A systematic review of clinical trials looking at the impact of red meat intake on risk factors for cardiovascular disease was published in this month’s issue of the American Journal of Clinical Nutrition .
Investigators found no statistically significant, nor clinically meaningful differences in blood pressure, Total cholesterol, LDL, HDL, and total cholesterol:HDL ratio.
Now you might say… the 0.5 serving size threshold (equivalent to about 35gs of meat per day or a little over half a pound a week) isn’t enough to do damage.
But the investigators checked for a washing out effect of lower meat consumption across included studies. They found that there was no harm threshold despite variable meat consumption, anywhere from 1-7 pounds per week.
The authors also stress the need for greater inclusion of data from clinical trials in shaping nutritional guidelines for the public.
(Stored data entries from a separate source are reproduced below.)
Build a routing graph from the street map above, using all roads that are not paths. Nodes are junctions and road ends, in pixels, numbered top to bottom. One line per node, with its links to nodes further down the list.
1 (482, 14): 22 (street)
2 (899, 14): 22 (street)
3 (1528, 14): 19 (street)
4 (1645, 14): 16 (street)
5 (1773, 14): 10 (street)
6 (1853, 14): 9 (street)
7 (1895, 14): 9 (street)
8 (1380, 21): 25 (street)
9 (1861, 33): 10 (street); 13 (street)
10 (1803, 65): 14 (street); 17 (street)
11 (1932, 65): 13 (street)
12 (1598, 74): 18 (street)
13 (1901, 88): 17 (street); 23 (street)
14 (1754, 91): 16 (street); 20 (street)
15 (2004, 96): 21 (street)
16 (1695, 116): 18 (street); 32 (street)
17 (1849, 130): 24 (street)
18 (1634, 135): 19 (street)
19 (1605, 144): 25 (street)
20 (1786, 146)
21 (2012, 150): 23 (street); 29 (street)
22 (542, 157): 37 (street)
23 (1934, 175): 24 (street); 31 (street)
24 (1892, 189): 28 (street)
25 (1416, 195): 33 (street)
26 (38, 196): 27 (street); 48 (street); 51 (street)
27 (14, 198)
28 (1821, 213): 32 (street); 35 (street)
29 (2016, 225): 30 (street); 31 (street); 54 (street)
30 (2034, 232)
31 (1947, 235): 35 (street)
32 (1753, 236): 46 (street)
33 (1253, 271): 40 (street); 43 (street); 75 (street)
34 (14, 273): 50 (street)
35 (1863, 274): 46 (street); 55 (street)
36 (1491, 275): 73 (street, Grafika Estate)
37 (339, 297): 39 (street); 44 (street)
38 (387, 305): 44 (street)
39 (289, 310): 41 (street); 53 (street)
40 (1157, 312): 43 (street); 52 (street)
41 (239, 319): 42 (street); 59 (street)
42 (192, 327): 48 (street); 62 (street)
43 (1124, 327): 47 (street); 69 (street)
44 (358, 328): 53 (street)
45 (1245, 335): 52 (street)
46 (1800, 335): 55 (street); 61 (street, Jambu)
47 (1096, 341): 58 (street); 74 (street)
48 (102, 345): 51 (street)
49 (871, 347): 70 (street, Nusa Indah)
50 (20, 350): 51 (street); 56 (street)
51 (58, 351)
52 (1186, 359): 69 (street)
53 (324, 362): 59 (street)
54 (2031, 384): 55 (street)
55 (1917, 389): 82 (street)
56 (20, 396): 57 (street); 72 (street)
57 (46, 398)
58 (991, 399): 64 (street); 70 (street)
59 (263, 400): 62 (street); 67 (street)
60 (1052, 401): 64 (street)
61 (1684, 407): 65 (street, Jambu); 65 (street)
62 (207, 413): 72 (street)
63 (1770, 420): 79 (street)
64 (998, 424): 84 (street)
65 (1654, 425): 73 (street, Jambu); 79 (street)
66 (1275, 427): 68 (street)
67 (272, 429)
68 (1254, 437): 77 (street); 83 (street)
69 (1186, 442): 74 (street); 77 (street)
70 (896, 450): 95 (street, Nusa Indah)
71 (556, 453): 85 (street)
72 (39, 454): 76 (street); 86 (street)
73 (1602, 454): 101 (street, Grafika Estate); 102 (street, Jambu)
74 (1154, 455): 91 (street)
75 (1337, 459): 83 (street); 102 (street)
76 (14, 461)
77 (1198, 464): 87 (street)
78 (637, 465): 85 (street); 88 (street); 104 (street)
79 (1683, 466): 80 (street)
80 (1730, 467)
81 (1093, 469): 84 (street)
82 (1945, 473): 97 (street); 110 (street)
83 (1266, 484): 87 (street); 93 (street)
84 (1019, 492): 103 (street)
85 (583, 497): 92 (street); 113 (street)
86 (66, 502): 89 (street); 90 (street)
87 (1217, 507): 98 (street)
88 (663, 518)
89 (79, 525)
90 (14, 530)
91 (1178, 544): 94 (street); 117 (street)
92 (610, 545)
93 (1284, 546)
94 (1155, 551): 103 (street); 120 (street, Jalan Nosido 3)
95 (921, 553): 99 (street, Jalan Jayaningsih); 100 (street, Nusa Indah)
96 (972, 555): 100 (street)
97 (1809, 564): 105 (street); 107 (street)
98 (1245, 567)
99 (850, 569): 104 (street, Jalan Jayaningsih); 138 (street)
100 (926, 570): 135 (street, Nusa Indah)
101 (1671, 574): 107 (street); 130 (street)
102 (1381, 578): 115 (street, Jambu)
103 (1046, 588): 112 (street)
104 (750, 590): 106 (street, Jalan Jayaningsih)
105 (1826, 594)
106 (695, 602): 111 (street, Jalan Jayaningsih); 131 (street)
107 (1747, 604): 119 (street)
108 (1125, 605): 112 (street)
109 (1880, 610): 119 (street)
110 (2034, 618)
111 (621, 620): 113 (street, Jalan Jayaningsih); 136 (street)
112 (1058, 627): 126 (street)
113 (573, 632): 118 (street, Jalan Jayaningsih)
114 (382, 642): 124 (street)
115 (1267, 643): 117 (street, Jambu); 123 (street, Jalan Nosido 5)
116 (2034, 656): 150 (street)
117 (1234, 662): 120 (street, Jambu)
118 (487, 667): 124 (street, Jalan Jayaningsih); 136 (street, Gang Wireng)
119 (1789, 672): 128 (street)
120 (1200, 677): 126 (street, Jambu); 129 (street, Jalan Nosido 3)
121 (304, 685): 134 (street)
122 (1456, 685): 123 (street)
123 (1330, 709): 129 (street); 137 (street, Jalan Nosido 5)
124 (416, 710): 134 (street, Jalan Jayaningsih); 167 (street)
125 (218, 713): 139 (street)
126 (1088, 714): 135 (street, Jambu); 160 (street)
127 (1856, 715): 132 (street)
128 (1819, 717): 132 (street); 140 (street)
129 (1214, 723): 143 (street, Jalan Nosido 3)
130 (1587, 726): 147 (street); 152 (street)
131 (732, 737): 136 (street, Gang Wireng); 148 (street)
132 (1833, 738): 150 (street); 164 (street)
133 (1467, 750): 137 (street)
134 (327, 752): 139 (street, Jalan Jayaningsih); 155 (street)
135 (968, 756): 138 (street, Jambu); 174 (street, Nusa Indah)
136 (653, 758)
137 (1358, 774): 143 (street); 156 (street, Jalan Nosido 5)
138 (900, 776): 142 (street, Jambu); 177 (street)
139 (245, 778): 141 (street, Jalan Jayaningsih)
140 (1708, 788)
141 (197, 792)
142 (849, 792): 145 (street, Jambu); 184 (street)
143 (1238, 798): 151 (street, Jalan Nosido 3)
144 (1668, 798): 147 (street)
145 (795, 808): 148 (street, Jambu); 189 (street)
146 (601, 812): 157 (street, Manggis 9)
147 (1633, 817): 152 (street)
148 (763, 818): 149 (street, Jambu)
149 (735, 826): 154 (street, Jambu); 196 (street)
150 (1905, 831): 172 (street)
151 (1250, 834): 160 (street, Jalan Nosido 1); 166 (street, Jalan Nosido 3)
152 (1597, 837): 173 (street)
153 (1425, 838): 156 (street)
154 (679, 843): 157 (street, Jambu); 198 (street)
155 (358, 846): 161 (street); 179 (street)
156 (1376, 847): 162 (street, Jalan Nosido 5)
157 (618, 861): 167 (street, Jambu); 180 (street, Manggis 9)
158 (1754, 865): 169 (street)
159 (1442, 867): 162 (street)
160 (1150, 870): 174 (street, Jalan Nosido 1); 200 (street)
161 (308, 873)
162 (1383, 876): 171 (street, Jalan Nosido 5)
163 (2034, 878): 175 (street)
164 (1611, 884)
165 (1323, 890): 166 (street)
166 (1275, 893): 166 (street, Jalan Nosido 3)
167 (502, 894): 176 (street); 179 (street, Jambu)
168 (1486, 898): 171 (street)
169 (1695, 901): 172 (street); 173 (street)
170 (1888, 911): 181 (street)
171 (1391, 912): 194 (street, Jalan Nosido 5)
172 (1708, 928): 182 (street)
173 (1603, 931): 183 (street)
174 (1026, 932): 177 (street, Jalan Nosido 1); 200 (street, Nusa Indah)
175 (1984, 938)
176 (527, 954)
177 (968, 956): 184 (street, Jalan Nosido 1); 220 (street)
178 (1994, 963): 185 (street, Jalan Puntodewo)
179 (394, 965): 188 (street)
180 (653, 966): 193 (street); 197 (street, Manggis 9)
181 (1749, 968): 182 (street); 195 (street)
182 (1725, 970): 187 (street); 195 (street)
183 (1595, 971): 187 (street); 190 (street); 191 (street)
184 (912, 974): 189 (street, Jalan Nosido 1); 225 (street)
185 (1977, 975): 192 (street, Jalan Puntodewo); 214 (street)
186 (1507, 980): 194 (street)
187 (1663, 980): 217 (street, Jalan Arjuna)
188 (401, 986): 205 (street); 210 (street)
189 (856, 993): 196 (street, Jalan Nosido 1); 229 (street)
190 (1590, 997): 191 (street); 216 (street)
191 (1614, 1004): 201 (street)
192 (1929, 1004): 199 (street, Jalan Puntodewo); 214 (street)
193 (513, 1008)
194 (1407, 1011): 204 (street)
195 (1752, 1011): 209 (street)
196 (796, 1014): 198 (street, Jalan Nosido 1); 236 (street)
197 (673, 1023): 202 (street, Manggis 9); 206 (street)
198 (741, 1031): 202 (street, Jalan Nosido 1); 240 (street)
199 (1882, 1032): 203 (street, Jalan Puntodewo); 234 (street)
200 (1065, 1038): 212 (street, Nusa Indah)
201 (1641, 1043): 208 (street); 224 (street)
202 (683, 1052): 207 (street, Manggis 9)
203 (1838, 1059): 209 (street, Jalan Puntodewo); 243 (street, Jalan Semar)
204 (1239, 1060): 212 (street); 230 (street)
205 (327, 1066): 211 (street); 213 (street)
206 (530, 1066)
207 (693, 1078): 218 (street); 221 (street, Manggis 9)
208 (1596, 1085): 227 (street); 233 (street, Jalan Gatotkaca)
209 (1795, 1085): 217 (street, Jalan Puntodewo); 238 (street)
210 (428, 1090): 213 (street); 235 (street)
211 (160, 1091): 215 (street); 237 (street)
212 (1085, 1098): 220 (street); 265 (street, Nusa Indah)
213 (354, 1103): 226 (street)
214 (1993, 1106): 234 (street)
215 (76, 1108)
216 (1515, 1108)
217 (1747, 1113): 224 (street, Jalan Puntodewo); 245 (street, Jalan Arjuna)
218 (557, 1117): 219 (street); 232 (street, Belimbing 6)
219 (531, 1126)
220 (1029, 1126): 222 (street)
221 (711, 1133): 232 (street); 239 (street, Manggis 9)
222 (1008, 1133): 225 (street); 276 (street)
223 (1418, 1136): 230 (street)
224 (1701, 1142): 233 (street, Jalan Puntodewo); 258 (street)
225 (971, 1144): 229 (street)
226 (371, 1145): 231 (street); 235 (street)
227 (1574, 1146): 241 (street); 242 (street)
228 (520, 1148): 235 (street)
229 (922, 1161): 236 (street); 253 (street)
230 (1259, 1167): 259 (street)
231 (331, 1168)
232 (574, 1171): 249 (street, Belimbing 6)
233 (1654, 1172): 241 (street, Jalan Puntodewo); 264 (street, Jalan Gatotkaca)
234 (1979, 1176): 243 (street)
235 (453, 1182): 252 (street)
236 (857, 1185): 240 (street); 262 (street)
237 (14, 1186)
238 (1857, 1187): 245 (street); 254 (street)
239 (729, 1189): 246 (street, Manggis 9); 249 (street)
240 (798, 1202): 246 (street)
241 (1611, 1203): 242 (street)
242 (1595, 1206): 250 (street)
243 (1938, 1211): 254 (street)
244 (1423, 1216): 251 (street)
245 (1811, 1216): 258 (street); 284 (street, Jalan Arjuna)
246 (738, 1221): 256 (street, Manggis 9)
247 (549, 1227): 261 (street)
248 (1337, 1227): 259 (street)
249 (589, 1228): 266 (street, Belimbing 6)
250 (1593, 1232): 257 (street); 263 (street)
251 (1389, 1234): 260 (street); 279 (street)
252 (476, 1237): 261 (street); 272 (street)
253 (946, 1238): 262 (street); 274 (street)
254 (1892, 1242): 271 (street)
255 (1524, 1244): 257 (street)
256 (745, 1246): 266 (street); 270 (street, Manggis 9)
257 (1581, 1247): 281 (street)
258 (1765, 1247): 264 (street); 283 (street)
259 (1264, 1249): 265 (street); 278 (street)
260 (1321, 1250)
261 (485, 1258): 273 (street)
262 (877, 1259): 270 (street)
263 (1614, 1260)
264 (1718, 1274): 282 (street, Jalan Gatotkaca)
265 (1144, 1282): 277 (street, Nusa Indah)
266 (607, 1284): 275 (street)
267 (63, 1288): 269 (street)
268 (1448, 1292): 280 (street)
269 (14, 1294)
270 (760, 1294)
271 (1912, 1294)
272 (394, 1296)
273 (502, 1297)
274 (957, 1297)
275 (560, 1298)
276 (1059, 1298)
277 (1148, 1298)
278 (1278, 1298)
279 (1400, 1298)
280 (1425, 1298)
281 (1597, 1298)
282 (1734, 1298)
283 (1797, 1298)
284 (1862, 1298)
The Dietary Guidelines Advisory Committee bases its recommendations almost entirely on epidemiology, which doesn’t establish cause and effect.
This is a huge problem. One that you are likely a victim of. I know I was at one point.
The reality is this
The real problem, in part, is the over consumption of food that offers little or no nutritional value. If you are basing your diet on boxed and bagged food with added oils, refined flours, or sugar, that is the issue.
You don’t derive energy from food for free. The process costs vitamins and minerals. As does the process of daily maintenance and repair. Things required for the optimal expression of the individual that is yourself.
Red meat is likely not the issue. There certainly are contexts where health can be improved by restricting meat and protein in general. But these cases are the exception rather than the rule.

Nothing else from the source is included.